What exactly does each section of your prescription say?
Your contact lens prescription contains a number of details that may be difficult to understand. To read your contact order, know these things:
- Base Curve (BC): The base curve defines the type of fit needed for the lens to fit the curve of the eyes. This dimension is normally expressed in millimeters, but it can also be expressed using terms such as flat, median or steep.
- Power/Sphere (PWR/SPH/D): This value indicates whether you are nearsighted or farsighted, as well as the degree of correction you will need. Your values will start with a plus (+) sign if you have farsightedness.
And, in case of myopia, it will start with a minus sign (-).
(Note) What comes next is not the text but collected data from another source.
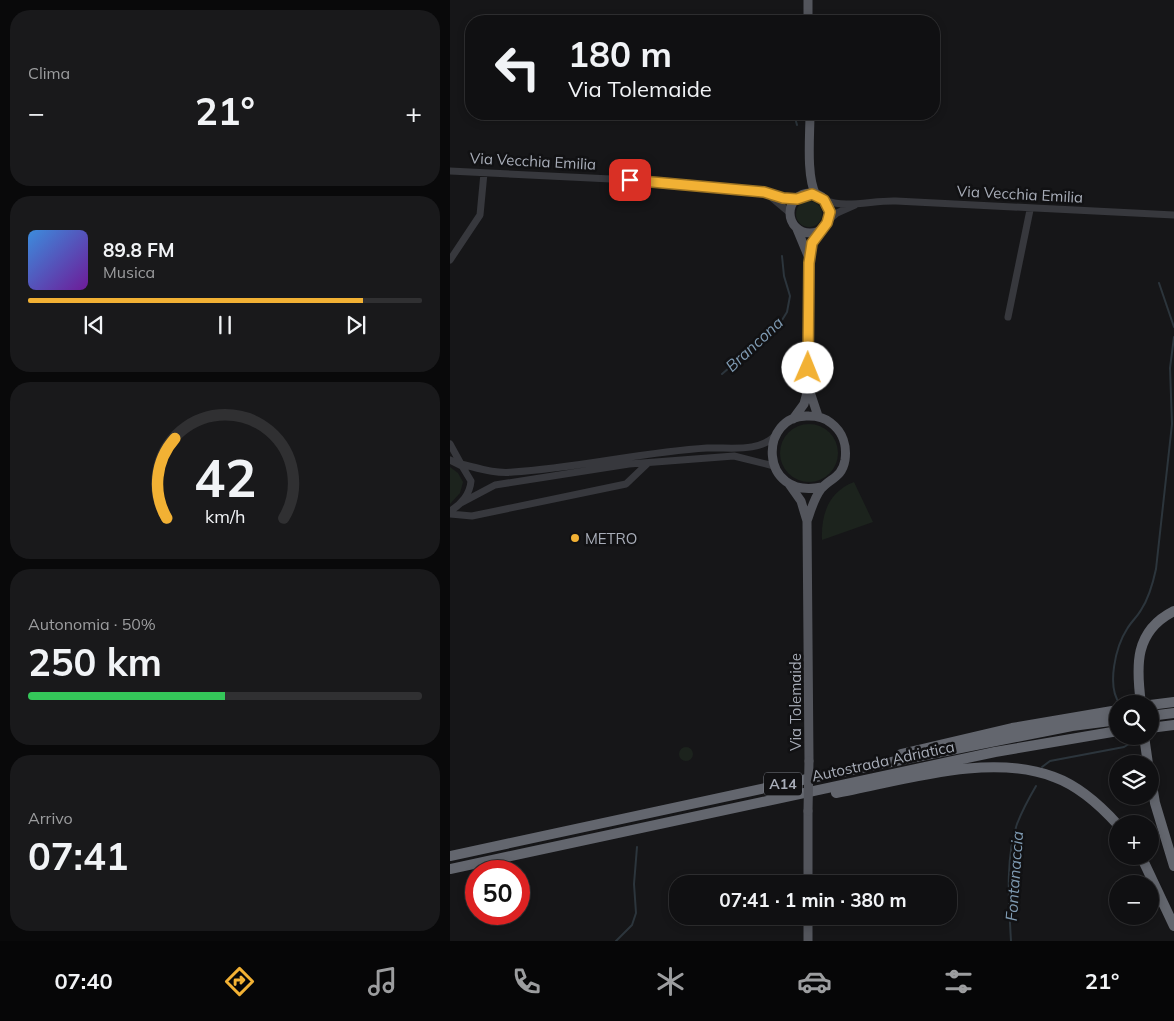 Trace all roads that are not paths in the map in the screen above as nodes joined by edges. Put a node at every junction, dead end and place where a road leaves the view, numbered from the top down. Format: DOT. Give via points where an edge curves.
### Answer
graph roads {
  1 [pos="808,0"];
  2 [pos="808,15"];
  3 [pos="810,120"];
  4 [pos="811,160"];
  5 [pos="450,171"];
  6 [pos="484,173"];
  7 [pos="764,192"];
  8 [pos="799,197"];
  9 [pos="820,198"];
  10 [pos="864,202"];
  11 [pos="1030,210"];
  12 [pos="790,213"];
  13 [pos="1174,215"];
  14 [pos="826,224"];
  15 [pos="796,228"];
  16 [pos="450,260"];
  17 [pos="809,263"];
  18 [pos="1008,317"];
  19 [pos="808,386"];
  20 [pos="818,416"];
  21 [pos="792,419"];
  22 [pos="776,434"];
  23 [pos="450,444"];
  24 [pos="450,460"];
  25 [pos="649,462"];
  26 [pos="461,464"];
  27 [pos="774,466"];
  28 [pos="788,484"];
  29 [pos="822,488"];
  30 [pos="460,504"];
  31 [pos="450,513"];
  32 [pos="807,521"];
  33 [pos="1174,611"];
  34 [pos="1140,695"];
  35 [pos="1174,702"];
  36 [pos="1159,704"];
  37 [pos="1109,712"];
  38 [pos="1174,713"];
  39 [pos="1159,715"];
  40 [pos="1109,721"];
  41 [pos="1174,725"];
  42 [pos="1159,727"];
  43 [pos="1109,733"];
  44 [pos="821,776"];
  45 [pos="1156,805"];
  46 [pos="726,810"];
  47 [pos="1109,816"];
  48 [pos="450,856"];
  49 [pos="1144,865"];
  50 [pos="1174,866"];
  51 [pos="450,869"];
  52 [pos="808,875"];
  53 [pos="808,925"];
  54 [pos="1174,926"];
  55 [pos="808,941"];
  1 -- 2 [label="main road"];
  3 -- 4 [label="main road"];
  4 -- 8 [label="main road" via="806,185"];
  4 -- 9 [label="main road" via="814,190"];
  5 -- 6 [label="street, Via Vecchia Emilia"];
  6 -- 7 [label="street, Via Vecchia Emilia" via="611,178"];
  6 -- 16 [label="street" via="480,215"];
  7 -- 8 [label="street, Via Vecchia Emilia" via="783,198"];
  7 -- 12 [label="street"];
  8 -- 9 [label="main road"];
  8 -- 12 [label="main road"];
  9 -- 10 [label="street, Via Vecchia Emilia" via="848,204"];
  9 -- 14 [label="main road" via="830,212"];
  10 -- 11 [label="street, Via Vecchia Emilia"];
  10 -- 14 [label="street" via="842,211"];
  11 -- 13 [label="street, Via Vecchia Emilia"];
  11 -- 18 [label="street"];
  12 -- 15 [label="main road"];
  14 -- 15 [label="main road" via="812,233"];
  14 -- 17 [label="main road" via="812,243"];
  15 -- 17 [label="main road"];
  17 -- 19 [label="main road"];
  19 -- 20 [label="main road"];
  19 -- 21 [label="main road" via="804,404"];
  20 -- 21 [label="main road"];
  20 -- 29 [label="main road, Via Tolemaide" via="839,430 846,453 839,474"];
  21 -- 22 [label="main road"];
  22 -- 26 [label="street" via="770,441 750,447 673,451 513,473"];
  22 -- 27 [label="main road" via="772,445"];
  23 -- 26 [label="street"];
  24 -- 26 [label="street"];
  25 -- 27 [label="street" via="734,456"];
  25 -- 30 [label="street" via="494,485"];
  25 -- 31 [label="street" via="626,484 472,516"];
  26 -- 30 [label="street" via="471,480"];
  27 -- 28 [label="main road, Via Tolemaide"];
  28 -- 29 [label="main road" via="805,489"];
  28 -- 32 [label="main road, Via Tolemaide" via="801,501"];
  29 -- 32 [label="main road, Via Tolemaide"];
  30 -- 31 [label="street"];
  32 -- 52 [label="main road, Via Tolemaide, bridge"];
  33 -- 34 [label="highway" via="1156,624 1143,642 1138,664"];
  35 -- 36 [label="highway"];
  37 -- 44 [label="highway" via="1003,730"];
  38 -- 39 [label="highway"];
  40 -- 44 [label="highway, Autostrada Adriatica / A14"];
  41 -- 42 [label="highway"];
  43 -- 46 [label="highway, Autostrada Adriatica / A14" via="995,752"];
  44 -- 48 [label="highway, Autostrada Adriatica / A14"];
  45 -- 50 [label="highway"];
  46 -- 47 [label="highway" via="758,808 955,770 1007,768 1035,771 1067,783"];
  46 -- 51 [label="highway, Autostrada Adriatica / A14"];
  49 -- 54 [label="highway"];
  53 -- 55 [label="main road"];
}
Additionally, it will be followed by a number that starts at 0 and increases in 0.25 diopter increments. The higher the value, the greater or stronger the optical correction required.
- Diameter (DIA): The diameter of a contact lens is measured in millimeters and specifies the width that best fits your eye.
- Cylinder (CYL): If toric lenses are needed to correct astigmatism, your lens prescription will include cylinder and axis values. The cylinder would always have a negative integer that grows in increments of 0.50. The cylinder describes the value of astigmatism and any other visual need, identical to the power/sphere figure seen in all normal prescriptions.
- Axis (AX): An uneven curvature of the eye characterizes astigmatism, and the axis is a value that specifies the angle of correction required that would allow you to see correctly. A value between 0 and 180 degrees has always been used as the axis.
- Addition (ADD): If you have presbyopia, the “Addition” value indicates the degree of correction you will need to see correctly up close. A positive integer between 0.50 and 3.00 would be the addition value which is mentioned as low addition for near powers up to +1.50D and high addition for near powers greater than +1.50D in lenses multifocal contact lens used in case of presbyopia
- Dominant: If you are using multifocal or bifocal lenses, lens correction requires determining a dominant and non-dominant eye. The dominant eye, designated with a “D”, favors distance vision, while the non-dominant eye, designated with an “N”, prefers near vision.
Find yourself a leading contact lens supplier
After understanding how your electric contact lenses prescription features, you can consider a variety of contact lenses from trusted brands such as Bausch+Lomb, which offers a wide range of contact lenses. However, before actually buying a electric contact lenses, remember to consult with your optometrist and discuss which contact lenses would be best for your eyes.